The Summer Silk Logic: Why Wild Silk Works in the Heat
We are often told that silk belongs to winter and cotton to summer.
But that idea comes from heavily processed, machine-finished silk. When silk is stripped down, bleached, and thinned for mass production, it behaves differently from how it was meant to.
Wild silk follows its own logic.
At Atulya Karigari, we work with Tussar and Ghicha because they respond to climate differently. Their structure is not engineered in a factory. It is shaped by nature first, and by hand later.
Tussar: Natural Insulation
Tussar silk forms around a cocoon that protects life inside it. That protective quality does not disappear once the fiber is woven.
The weave does not trap heat aggressively. Instead, it creates a gentle barrier between the body and harsh external temperature.
Because wild silk is minimally processed, it retains more of its natural character. The surface feels matte. The touch is dry and breathable rather than slick.
In direct sunlight, it does not feel suffocating. It feels steady.
Ghicha: Texture That Allows Air
Ghicha silk is spun from pierced cocoons. The yarn carries slight variations in thickness. Those irregularities are not decorative.
They create subtle spacing within the weave.
That texture allows air to move through the fabric instead of locking heat against the skin. The saree holds shape without clinging. It carries structure without stiffness.

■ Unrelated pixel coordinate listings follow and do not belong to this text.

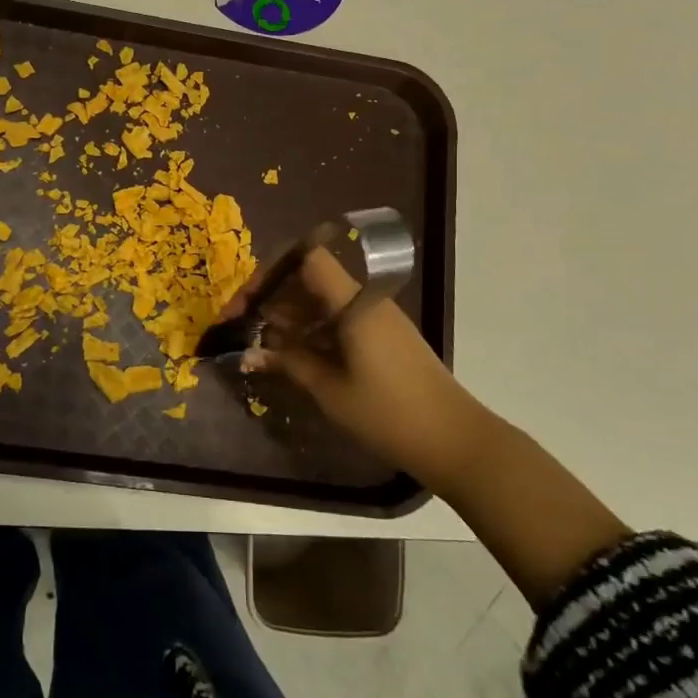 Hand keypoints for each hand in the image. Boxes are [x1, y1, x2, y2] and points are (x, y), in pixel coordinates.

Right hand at [229, 247, 482, 484]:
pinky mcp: (380, 335)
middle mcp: (364, 300)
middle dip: (272, 296)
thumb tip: (247, 353)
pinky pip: (336, 318)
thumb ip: (288, 363)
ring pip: (321, 299)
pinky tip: (290, 353)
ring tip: (260, 343)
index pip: (307, 258)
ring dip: (289, 314)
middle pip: (309, 277)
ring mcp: (374, 317)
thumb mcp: (331, 391)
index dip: (271, 270)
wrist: (455, 440)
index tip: (246, 303)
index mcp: (354, 303)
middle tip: (242, 326)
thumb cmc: (390, 414)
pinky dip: (310, 329) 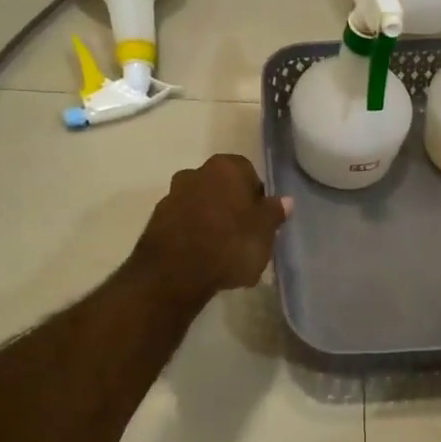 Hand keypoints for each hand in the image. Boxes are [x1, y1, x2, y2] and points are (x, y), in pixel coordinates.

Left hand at [133, 154, 289, 302]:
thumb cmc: (230, 245)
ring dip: (210, 220)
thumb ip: (274, 213)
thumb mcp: (265, 232)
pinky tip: (202, 258)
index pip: (248, 172)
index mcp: (226, 167)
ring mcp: (172, 196)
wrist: (174, 274)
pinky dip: (193, 234)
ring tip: (222, 251)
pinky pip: (183, 223)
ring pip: (200, 204)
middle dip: (231, 206)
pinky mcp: (156, 221)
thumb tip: (284, 201)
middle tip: (244, 234)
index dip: (256, 196)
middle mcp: (195, 173)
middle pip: (221, 187)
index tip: (261, 219) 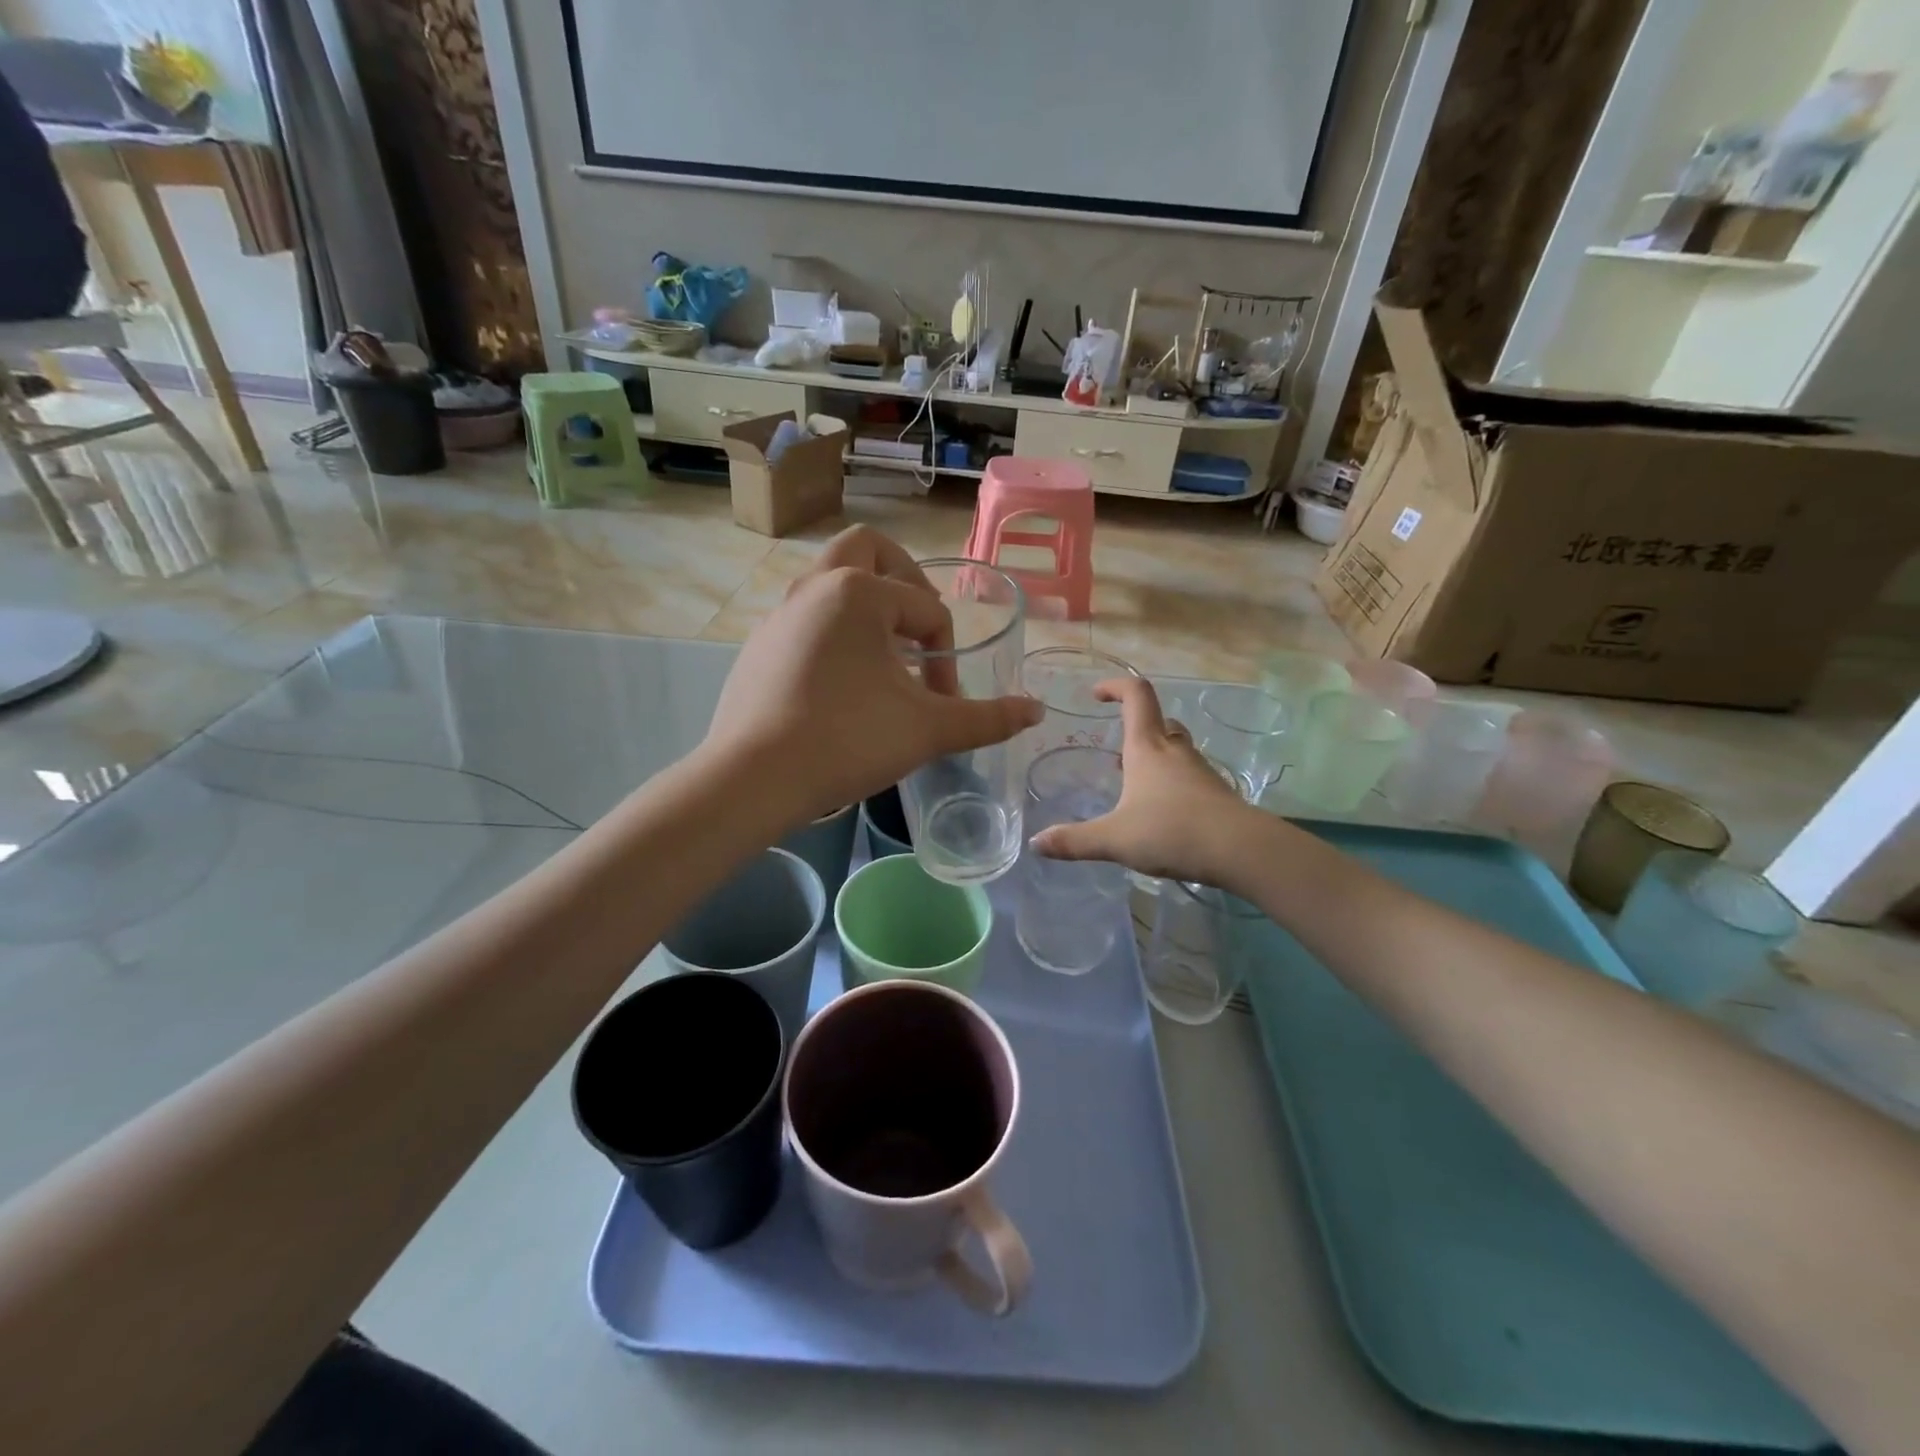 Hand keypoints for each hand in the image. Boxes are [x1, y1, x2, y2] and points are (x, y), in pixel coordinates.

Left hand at [701, 528, 1041, 823]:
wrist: (753, 779)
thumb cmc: (847, 741)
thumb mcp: (927, 730)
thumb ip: (986, 718)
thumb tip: (1036, 711)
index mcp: (858, 592)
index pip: (926, 609)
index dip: (947, 656)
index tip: (944, 702)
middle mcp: (814, 587)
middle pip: (867, 550)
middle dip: (904, 578)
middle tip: (919, 623)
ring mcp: (779, 614)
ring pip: (830, 580)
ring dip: (867, 603)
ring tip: (887, 654)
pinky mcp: (759, 645)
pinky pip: (806, 616)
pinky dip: (834, 630)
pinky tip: (843, 681)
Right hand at [1030, 677, 1254, 884]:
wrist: (1240, 850)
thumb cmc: (1171, 831)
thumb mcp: (1114, 839)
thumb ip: (1074, 841)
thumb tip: (1036, 843)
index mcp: (1147, 747)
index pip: (1136, 696)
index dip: (1116, 686)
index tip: (1096, 694)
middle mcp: (1174, 751)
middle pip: (1158, 721)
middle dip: (1135, 729)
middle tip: (1116, 756)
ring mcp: (1199, 770)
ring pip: (1175, 749)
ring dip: (1154, 757)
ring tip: (1133, 786)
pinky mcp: (1215, 793)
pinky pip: (1187, 775)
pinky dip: (1171, 782)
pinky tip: (1160, 813)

In summer, this balance matters.
Tone Matters Too
Heat is not only physical. It is visual.
Wild silk often holds natural shades of honey, beige, muted gold, or soft mineral dyes. These tones do not glare. They absorb light gently.
Wearing them feels composed. Grounded. Quiet in a season that is often sharp and bright.
As temperatures rise, the solution is not always thinner fabric.
Sometimes it is better material.
Wild silk is not fragile. It is adaptive.
And when chosen with care, it works with the sun instead of fighting it.